Tuning the GitLab Kubernetes Executor for Fast, Reliable Runners
The Kubernetes executor is the right call for elastic CI, but the defaults will burn you. Here's how I tune resources, concurrency and pod overhead for speed.
- #gitlab
- #cicd
- #kubernetes
- #runners
- #performance
- #devops
The first time I moved a team off static shell runners onto the GitLab Kubernetes executor, the pitch was easy: elastic capacity, clean isolation, no more “works on runner-3 but not runner-7.” All true. What nobody warned me about was the month I’d spend afterward chasing slow pod startup, OOM-killed builds, and a cluster that quietly throttled every job because I’d left the resource requests at their defaults.
The Kubernetes executor is the right architecture for most teams. But the defaults are tuned for “it boots,” not “it’s fast and reliable under load.” Here’s how I tune it.
Understand what a job pod actually is
When the Kubernetes executor picks up a job, it doesn’t run one container. It schedules a pod with several containers: a build container (your image), a helper container (handles git clone, cache, artifacts), and one container per services: entry. Every one of those needs CPU and memory, and every one counts against your node’s allocatable resources.
This matters because the single most common mistake is tuning only the build container and ignoring the helper and services. A Postgres service container with no limit can happily eat the memory your build needed.
Set resource requests and limits explicitly
The defaults give every container a tiny request and no limit, which means the scheduler packs pods too tightly and then the kernel OOM-kills your builds when they actually need memory. Set them per container in the runner config:
[runners.kubernetes]
cpu_request = "1"
cpu_limit = "2"
memory_request = "2Gi"
memory_limit = "4Gi"
helper_cpu_request = "100m"
helper_memory_request = "128Mi"
helper_memory_limit = "256Mi"
service_cpu_request = "200m"
service_memory_request = "256Mi"
service_memory_limit = "512Mi"
Requests drive scheduling and guarantee capacity; limits cap the blast radius of a runaway job. My rule of thumb: set the request to what a normal build needs and the limit to roughly 2x, so a heavy build can burst without one pathological job starving the node.

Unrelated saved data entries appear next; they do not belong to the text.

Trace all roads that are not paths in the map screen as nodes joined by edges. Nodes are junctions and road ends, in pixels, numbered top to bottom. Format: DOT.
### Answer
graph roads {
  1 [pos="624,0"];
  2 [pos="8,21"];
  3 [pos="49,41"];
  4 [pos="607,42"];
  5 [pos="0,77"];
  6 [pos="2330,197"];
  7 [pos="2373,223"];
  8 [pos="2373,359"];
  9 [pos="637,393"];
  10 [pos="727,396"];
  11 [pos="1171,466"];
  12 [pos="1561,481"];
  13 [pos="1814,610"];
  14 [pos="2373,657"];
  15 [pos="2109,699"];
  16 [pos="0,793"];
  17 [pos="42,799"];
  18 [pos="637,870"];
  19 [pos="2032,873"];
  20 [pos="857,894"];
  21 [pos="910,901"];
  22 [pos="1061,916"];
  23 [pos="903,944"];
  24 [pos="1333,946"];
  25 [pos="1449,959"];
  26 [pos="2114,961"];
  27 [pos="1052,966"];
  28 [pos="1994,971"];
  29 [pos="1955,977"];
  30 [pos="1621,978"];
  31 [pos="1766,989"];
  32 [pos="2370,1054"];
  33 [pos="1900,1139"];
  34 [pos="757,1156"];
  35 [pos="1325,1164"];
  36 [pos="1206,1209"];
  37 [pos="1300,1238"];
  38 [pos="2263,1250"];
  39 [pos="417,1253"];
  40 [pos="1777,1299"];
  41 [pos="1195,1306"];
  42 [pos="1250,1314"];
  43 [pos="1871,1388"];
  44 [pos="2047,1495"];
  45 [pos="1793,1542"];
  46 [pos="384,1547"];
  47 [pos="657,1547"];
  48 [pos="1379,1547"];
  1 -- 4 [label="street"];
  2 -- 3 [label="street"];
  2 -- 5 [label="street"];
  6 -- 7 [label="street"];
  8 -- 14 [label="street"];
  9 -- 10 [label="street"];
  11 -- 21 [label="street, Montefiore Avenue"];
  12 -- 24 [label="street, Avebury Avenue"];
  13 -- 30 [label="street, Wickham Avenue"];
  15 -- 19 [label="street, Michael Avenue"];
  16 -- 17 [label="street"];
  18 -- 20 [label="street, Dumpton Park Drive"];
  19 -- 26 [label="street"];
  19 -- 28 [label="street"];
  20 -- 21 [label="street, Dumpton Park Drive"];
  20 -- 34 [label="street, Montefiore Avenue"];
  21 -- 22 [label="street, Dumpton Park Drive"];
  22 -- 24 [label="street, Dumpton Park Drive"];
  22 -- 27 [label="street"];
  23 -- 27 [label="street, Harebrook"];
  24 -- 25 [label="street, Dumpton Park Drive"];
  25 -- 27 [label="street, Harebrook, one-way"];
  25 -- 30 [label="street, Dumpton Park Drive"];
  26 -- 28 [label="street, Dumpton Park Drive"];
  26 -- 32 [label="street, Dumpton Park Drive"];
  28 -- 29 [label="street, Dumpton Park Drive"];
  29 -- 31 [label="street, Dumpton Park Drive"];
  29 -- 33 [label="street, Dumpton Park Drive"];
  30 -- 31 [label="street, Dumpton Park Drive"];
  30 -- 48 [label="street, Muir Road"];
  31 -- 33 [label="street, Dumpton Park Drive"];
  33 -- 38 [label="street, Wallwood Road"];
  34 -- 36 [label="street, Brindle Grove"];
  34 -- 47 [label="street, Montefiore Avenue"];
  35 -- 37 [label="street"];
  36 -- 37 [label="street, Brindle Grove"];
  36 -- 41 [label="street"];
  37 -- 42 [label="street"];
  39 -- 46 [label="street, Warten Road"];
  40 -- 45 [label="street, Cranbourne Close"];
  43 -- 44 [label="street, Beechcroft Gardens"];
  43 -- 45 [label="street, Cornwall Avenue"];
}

You can let projects override these with CI variables, which is the escape hatch for that one memory-hungry integration suite:
variables:
KUBERNETES_MEMORY_REQUEST: "4Gi"
KUBERNETES_MEMORY_LIMIT: "8Gi"
Kill cold-start latency with image pull policy and pre-pull
Cold starts are where Kubernetes executors feel sluggish compared to shell runners. The job pod can’t start until the node has pulled your build image. If that’s a 2 GB image being pulled fresh on every job, you’ve added a minute to every pipeline before a single line of your script runs.
Two fixes. First, set a sane pull policy so cached images on the node are reused:
[runners.kubernetes]
pull_policy = ["if-not-present"]
allowed_pull_policies = ["always", "if-not-present"]
Second, keep a warm pool of nodes and pre-pull your common base images with a DaemonSet, or just keep your CI images lean. A 300 MB image pulls in seconds; a 2 GB image is a tax you pay thousands of times a day.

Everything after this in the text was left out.